Report every line of the records beneath this task that holds the string "Ολυμπίας".

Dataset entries
..............................

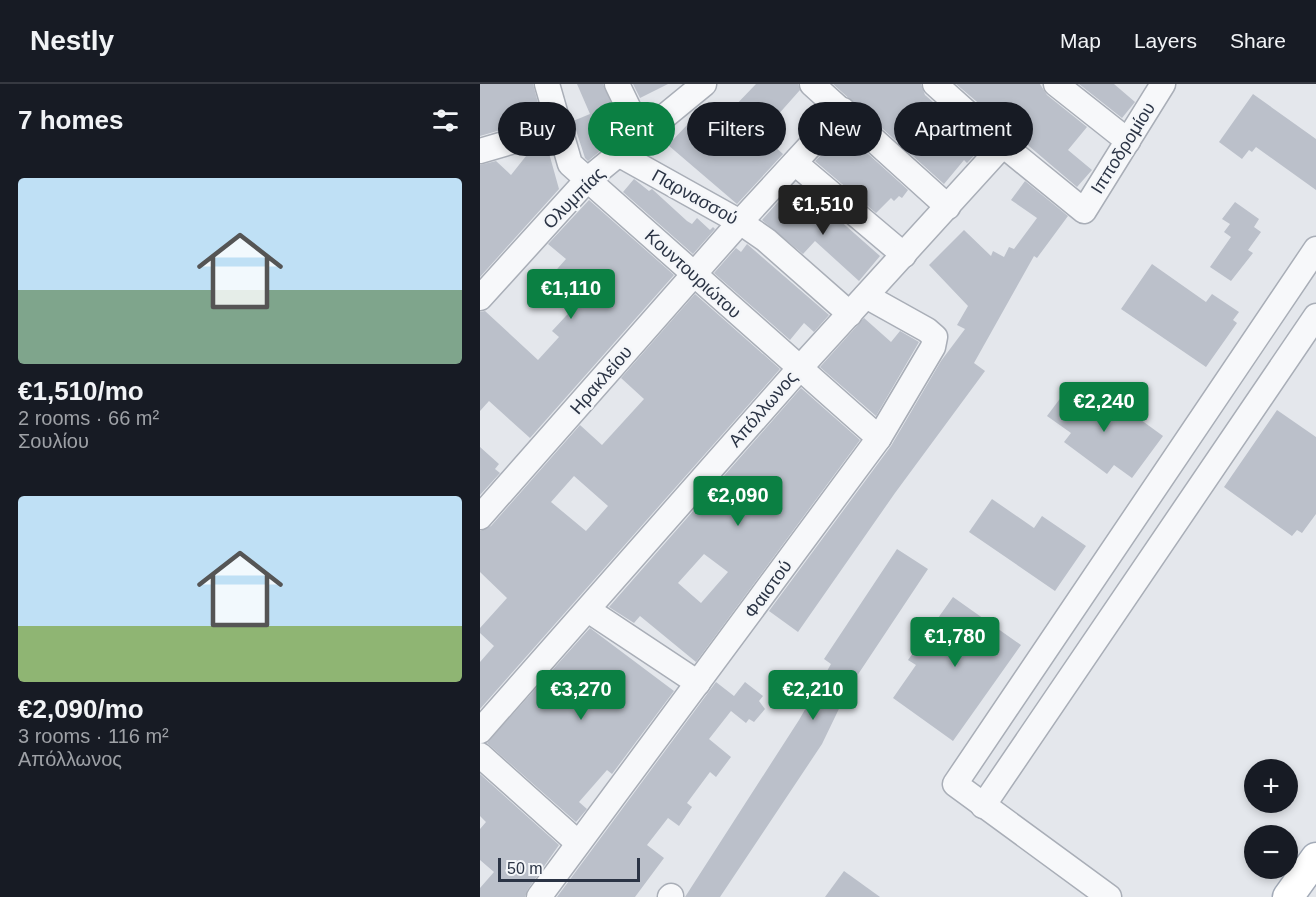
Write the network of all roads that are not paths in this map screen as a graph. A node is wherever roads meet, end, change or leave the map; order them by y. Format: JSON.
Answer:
{"nodes":[{"id":1,"x":547,"y":84,"type":"edge"},
{"id":2,"x":617,"y":84,"type":"edge"},
{"id":3,"x":704,"y":84,"type":"edge"},
{"id":4,"x":812,"y":84,"type":"edge"},
{"id":5,"x":935,"y":84,"type":"edge"},
{"id":6,"x":1056,"y":84,"type":"edge"},
{"id":7,"x":1163,"y":84,"type":"edge"},
{"id":8,"x":552,"y":102,"type":"edge"},
{"id":9,"x":626,"y":102,"type":"edge"},
{"id":10,"x":833,"y":102,"type":"edge"},
{"id":11,"x":955,"y":102,"type":"edge"},
{"id":12,"x":675,"y":110,"type":"edge"},
{"id":13,"x":1128,"y":141,"type":"junction"},
{"id":14,"x":498,"y":146,"type":"edge"},
{"id":15,"x":882,"y":146,"type":"edge"},
{"id":16,"x":480,"y":151,"type":"edge"},
{"id":17,"x":567,"y":156,"type":"edge"},
{"id":18,"x":619,"y":156,"type":"edge"},
{"id":19,"x":622,"y":156,"type":"edge"},
{"id":20,"x":801,"y":156,"type":"edge"},
{"id":21,"x":994,"y":156,"type":"edge"},
{"id":22,"x":1015,"y":156,"type":"edge"},
{"id":23,"x":795,"y":163,"type":"junction"},
{"id":24,"x":587,"y":180,"type":"junction"},
{"id":25,"x":948,"y":207,"type":"junction"},
{"id":26,"x":740,"y":222,"type":"junction"},
{"id":27,"x":1316,"y":249,"type":"edge"},
{"id":28,"x":904,"y":255,"type":"junction"},
{"id":29,"x":694,"y":274,"type":"junction"},
{"id":30,"x":480,"y":298,"type":"edge"},
{"id":31,"x":858,"y":305,"type":"junction"},
{"id":32,"x":1316,"y":316,"type":"edge"},
{"id":33,"x":799,"y":369,"type":"junction"},
{"id":34,"x":879,"y":438,"type":"junction"},
{"id":35,"x":480,"y":518,"type":"edge"},
{"id":36,"x":588,"y":610,"type":"junction"},
{"id":37,"x":698,"y":683,"type":"junction"},
{"id":38,"x":480,"y":731,"type":"edge"},
{"id":39,"x":480,"y":755,"type":"edge"},
{"id":40,"x":983,"y":806,"type":"junction"},
{"id":41,"x":578,"y":843,"type":"junction"},
{"id":42,"x":1316,"y":858,"type":"edge"},
{"id":43,"x":539,"y":897,"type":"edge"},
{"id":44,"x":1109,"y":897,"type":"edge"},
{"id":45,"x":1288,"y":897,"type":"edge"}],
"edges":[{"from":1,"to":8,"type":"street","name":"Κουντουριώτου"},
{"from":2,"to":9,"type":"street"},
{"from":3,"to":12,"type":"street","name":"Ολυμπίας"},
{"from":4,"to":10,"type":"street"},
{"from":5,"to":11,"type":"street"},
{"from":6,"to":13,"type":"street"},
{"from":7,"to":13,"type":"street","name":"Ιπποδρομίου"},
{"from":13,"to":22,"type":"street","name":"Ιπποδρομίου"},
{"from":14,"to":16,"type":"street"},
{"from":15,"to":25,"type":"street"},
{"from":17,"to":24,"type":"street","name":"Κουντουριώτου"},
{"from":18,"to":24,"type":"street","name":"Ολυμπίας"},
{"from":19,"to":26,"type":"street","name":"Παρνασσού"},
{"from":20,"to":23,"type":"street","name":"Ηρακλείου"},
{"from":21,"to":25,"type":"street","name":"Απόλλωνος"},
{"from":23,"to":26,"type":"street","name":"Ηρακλείου"},
{"from":23,"to":28,"type":"street"},
{"from":24,"to":29,"type":"street","name":"Κουντουριώτου"},
{"from":24,"to":30,"type":"street","name":"Ολυμπίας"},
{"from":25,"to":28,"type":"street","name":"Απόλλωνος"},
{"from":26,"to":29,"type":"street","name":"Ηρακλείου"},
{"from":26,"to":31,"type":"street","name":"Παρνασσού"},
{"from":27,"to":40,"type":"street"},
{"from":28,"to":31,"type":"street","name":"Απόλλωνος"},
{"from":29,"to":33,"type":"street","name":"Κουντουριώτου"},
{"from":29,"to":35,"type":"street","name":"Ηρακλείου"},
{"from":31,"to":33,"type":"street","name":"Απόλλωνος"},
{"from":31,"to":34,"type":"street","name":"Φαιστού"},
{"from":32,"to":40,"type":"street"},
{"from":33,"to":34,"type":"street","name":"Κουντουριώτου"},
{"from":33,"to":36,"type":"street","name":"Απόλλωνος"},
{"from":34,"to":37,"type":"street","name":"Φαιστού"},
{"from":36,"to":37,"type":"street"},
{"from":36,"to":38,"type":"street","name":"Απόλλωνος"},
{"from":37,"to":41,"type":"street","name":"Φαιστού"},
{"from":39,"to":41,"type":"street"},
{"from":40,"to":44,"type":"street"},
{"from":41,"to":43,"type":"street","name":"Φαιστού"},
{"from":42,"to":45,"type":"main road"}]}
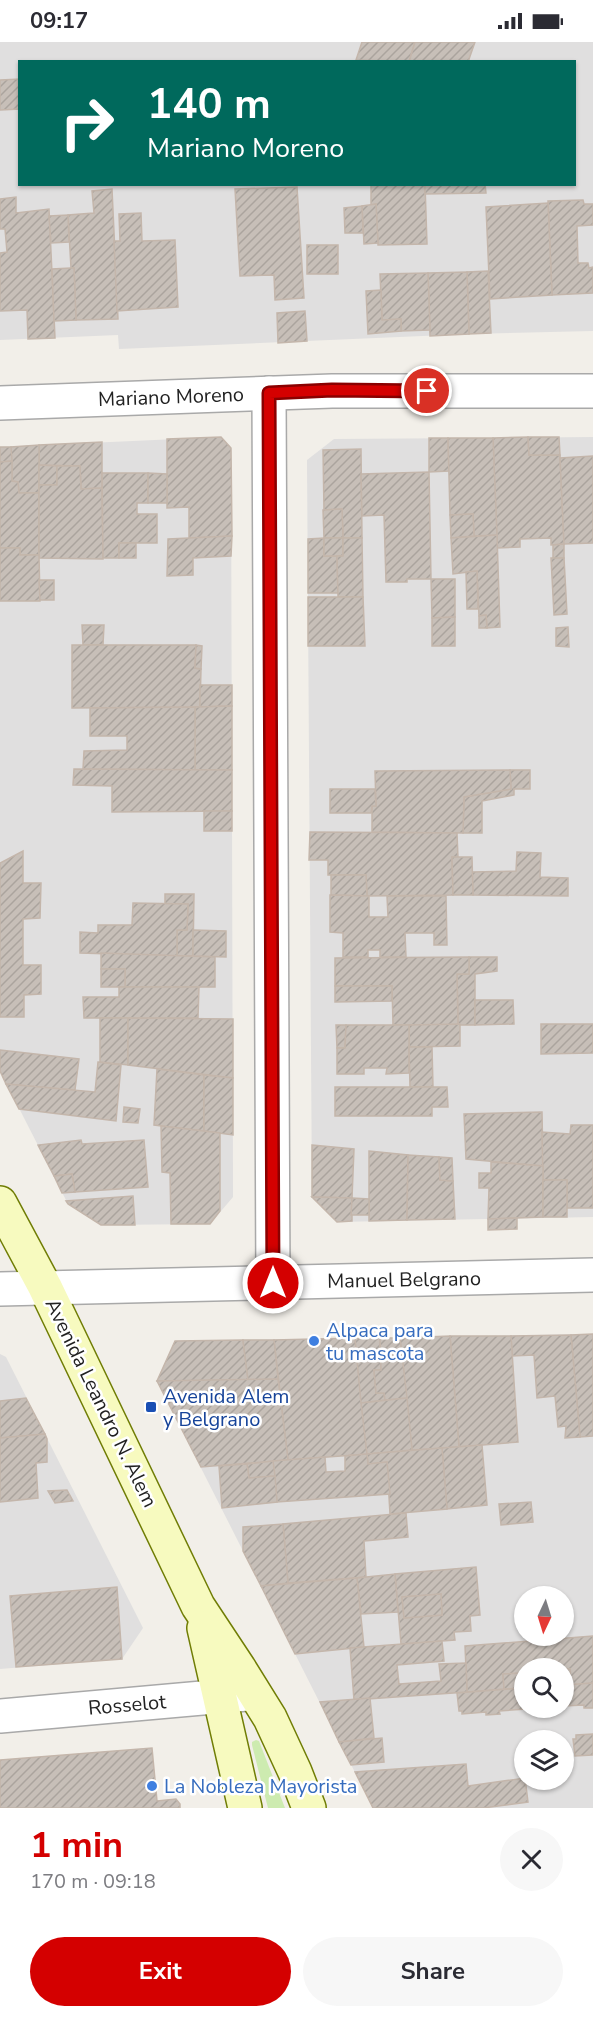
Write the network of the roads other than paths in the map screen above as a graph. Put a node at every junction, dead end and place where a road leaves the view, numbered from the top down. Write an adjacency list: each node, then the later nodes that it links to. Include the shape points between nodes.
1 (593, 391): 2 (street, Mariano Moreno)
2 (269, 393): 3 (street, Mariano Moreno); 6 (street)
3 (0, 403)
4 (0, 1203): 7 (street, Avenida Leandro N. Alem)
5 (593, 1275): 6 (street, Manuel Belgrano)
6 (273, 1283): 7 (street, Manuel Belgrano)
7 (45, 1287): 8 (street, Manuel Belgrano); 9 (street, Avenida Leandro N. Alem)
8 (0, 1289)
9 (198, 1606): 10 (street, Avenida Leandro N. Alem); 11 (street, Avenida Leandro N. Alem)
10 (255, 1694): 11 (street, Rosselot); 14 (street, Avenida Leandro N. Alem, via 270,1718)
11 (220, 1697): 12 (street, Rosselot); 13 (street, Avenida Leandro N. Alem)
12 (0, 1716)
13 (245, 1808)
14 (309, 1808)

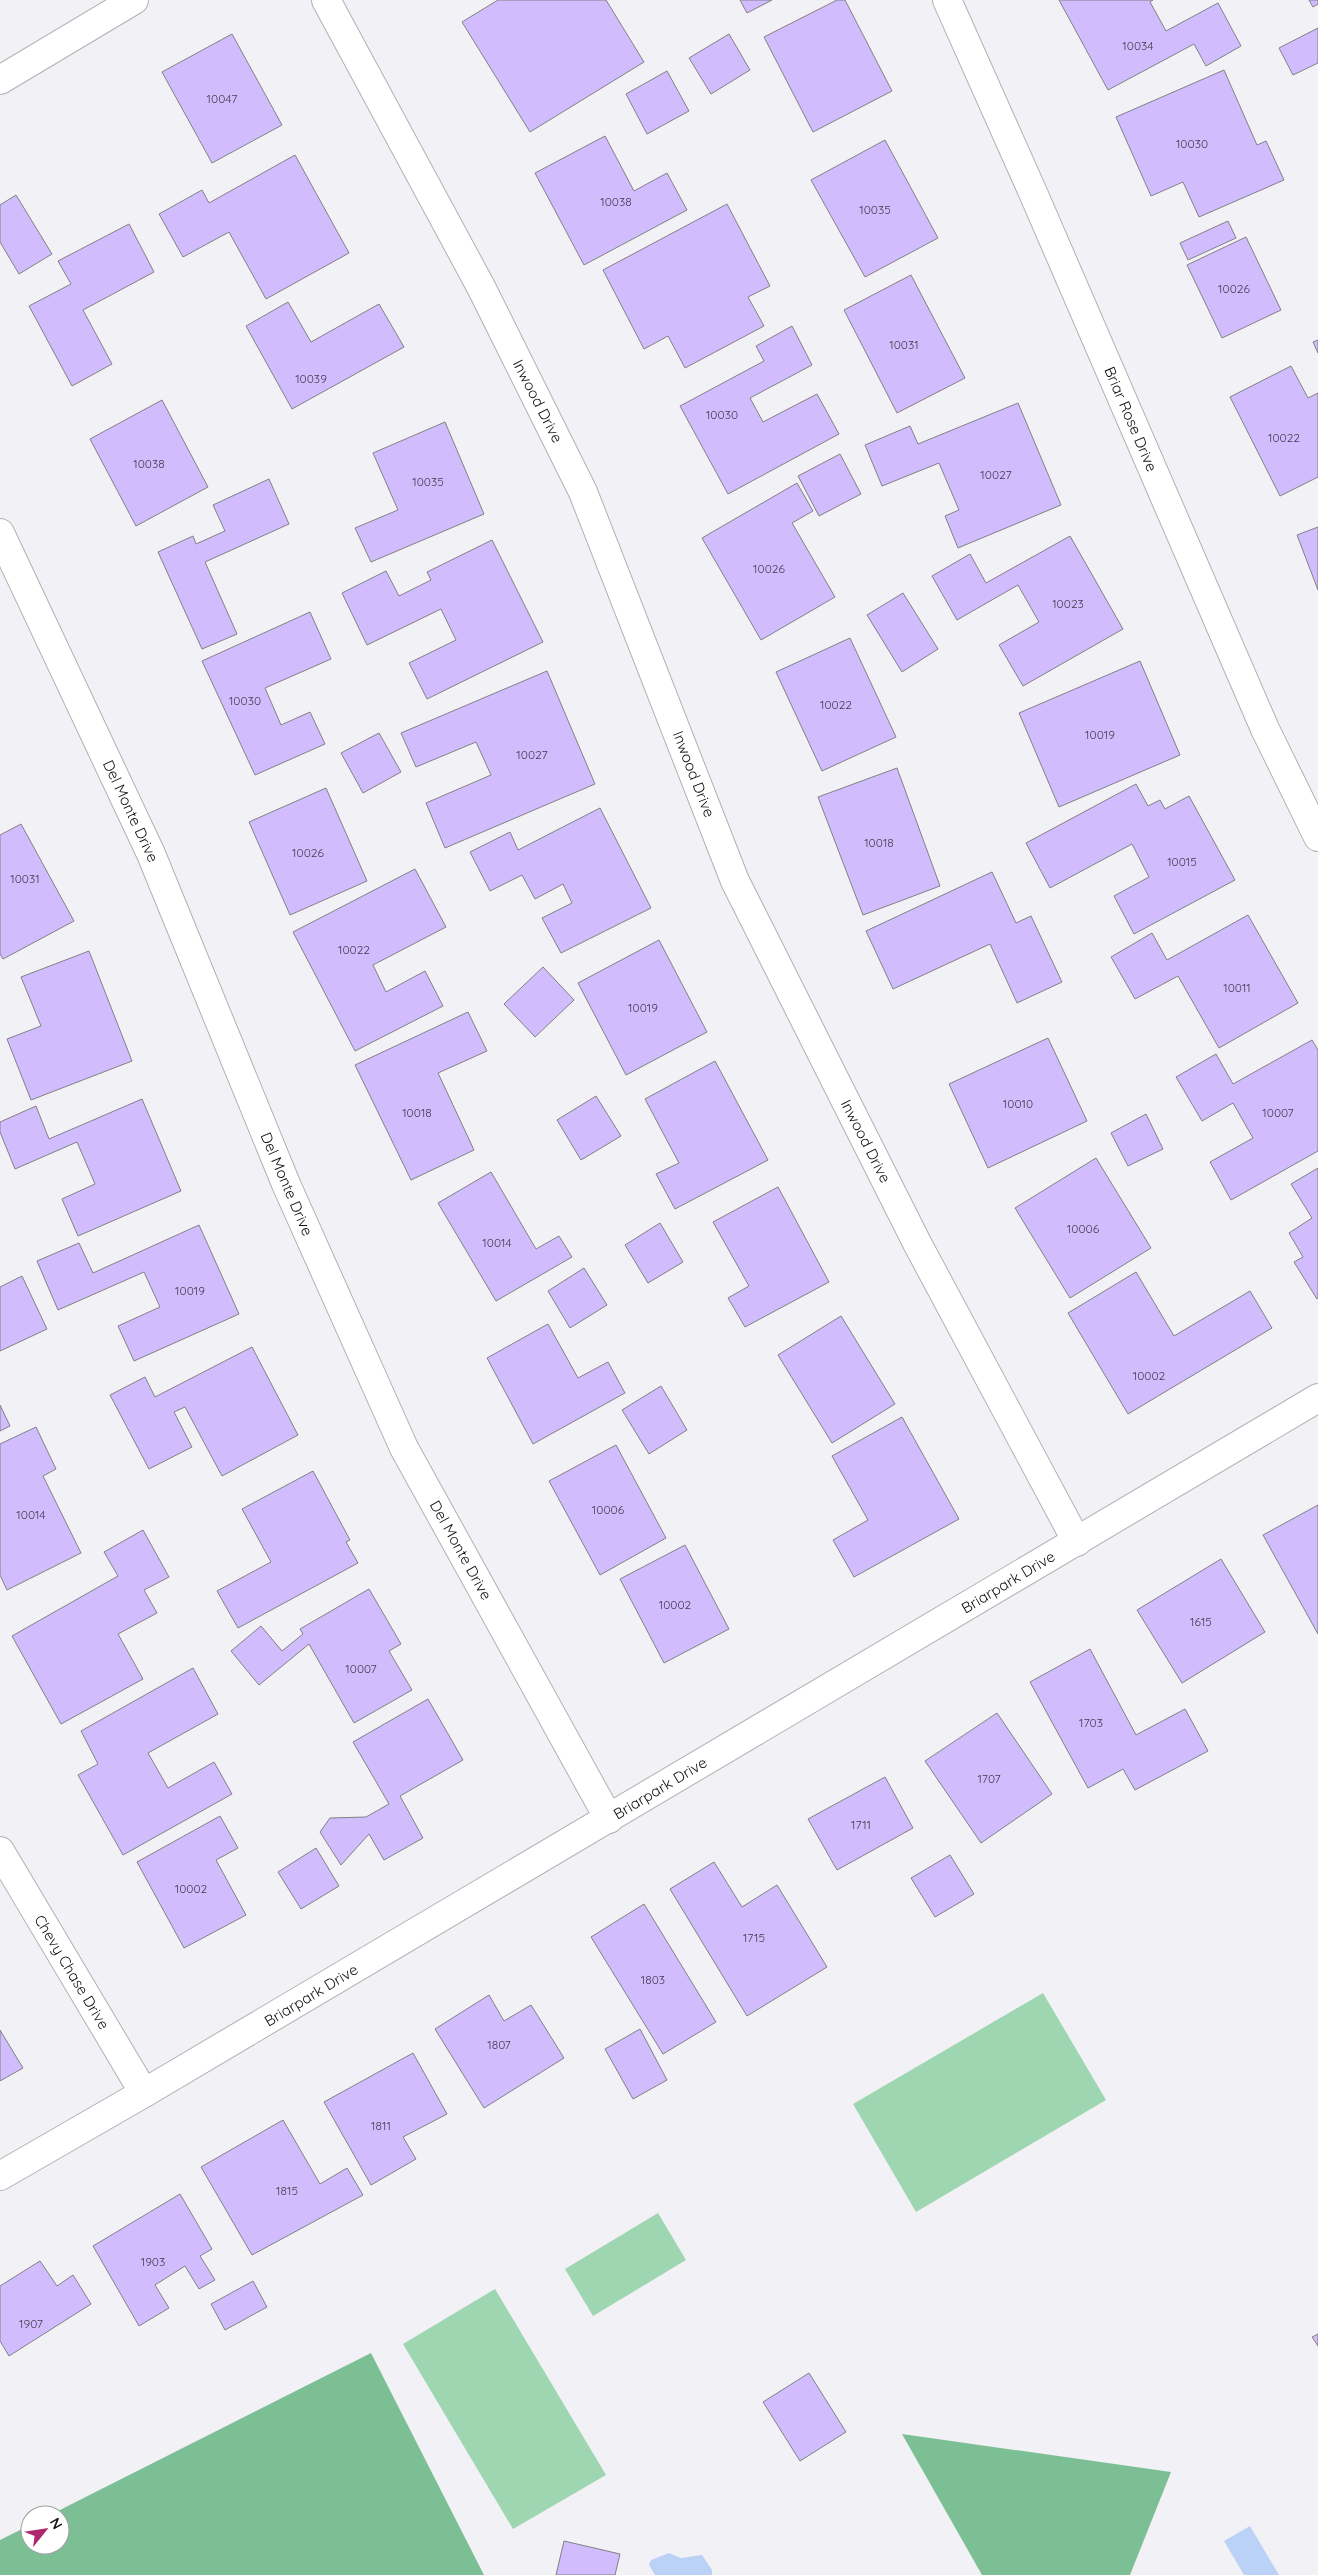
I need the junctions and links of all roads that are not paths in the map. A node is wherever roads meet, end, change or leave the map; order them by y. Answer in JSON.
{"nodes":[{"id":1,"x":134,"y":0,"type":"edge"},
{"id":2,"x":326,"y":0,"type":"edge"},
{"id":3,"x":947,"y":0,"type":"edge"},
{"id":4,"x":0,"y":80,"type":"edge"},
{"id":5,"x":0,"y":533,"type":"edge"},
{"id":6,"x":1318,"y":837,"type":"edge"},
{"id":7,"x":1318,"y":1398,"type":"edge"},
{"id":8,"x":1077,"y":1542,"type":"junction"},
{"id":9,"x":609,"y":1819,"type":"junction"},
{"id":10,"x":0,"y":1851,"type":"edge"},
{"id":11,"x":144,"y":2094,"type":"junction"},
{"id":12,"x":0,"y":2176,"type":"edge"}],
"edges":[{"from":1,"to":4,"type":"street"},
{"from":2,"to":8,"type":"street","name":"Inwood Drive"},
{"from":3,"to":6,"type":"street","name":"Briar Rose Drive"},
{"from":5,"to":9,"type":"street","name":"Del Monte Drive"},
{"from":7,"to":8,"type":"street","name":"Briarpark Drive"},
{"from":8,"to":9,"type":"street","name":"Briarpark Drive"},
{"from":9,"to":11,"type":"street","name":"Briarpark Drive"},
{"from":10,"to":11,"type":"street","name":"Chevy Chase Drive"},
{"from":11,"to":12,"type":"street","name":"Briarpark Drive"}]}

..............................

* **ANSWER TO THIS PROBLEM**:
{"from":3,"to":12,"type":"street","name":"Ολυμπίας"},
{"from":18,"to":24,"type":"street","name":"Ολυμπίας"},
{"from":24,"to":30,"type":"street","name":"Ολυμπίας"},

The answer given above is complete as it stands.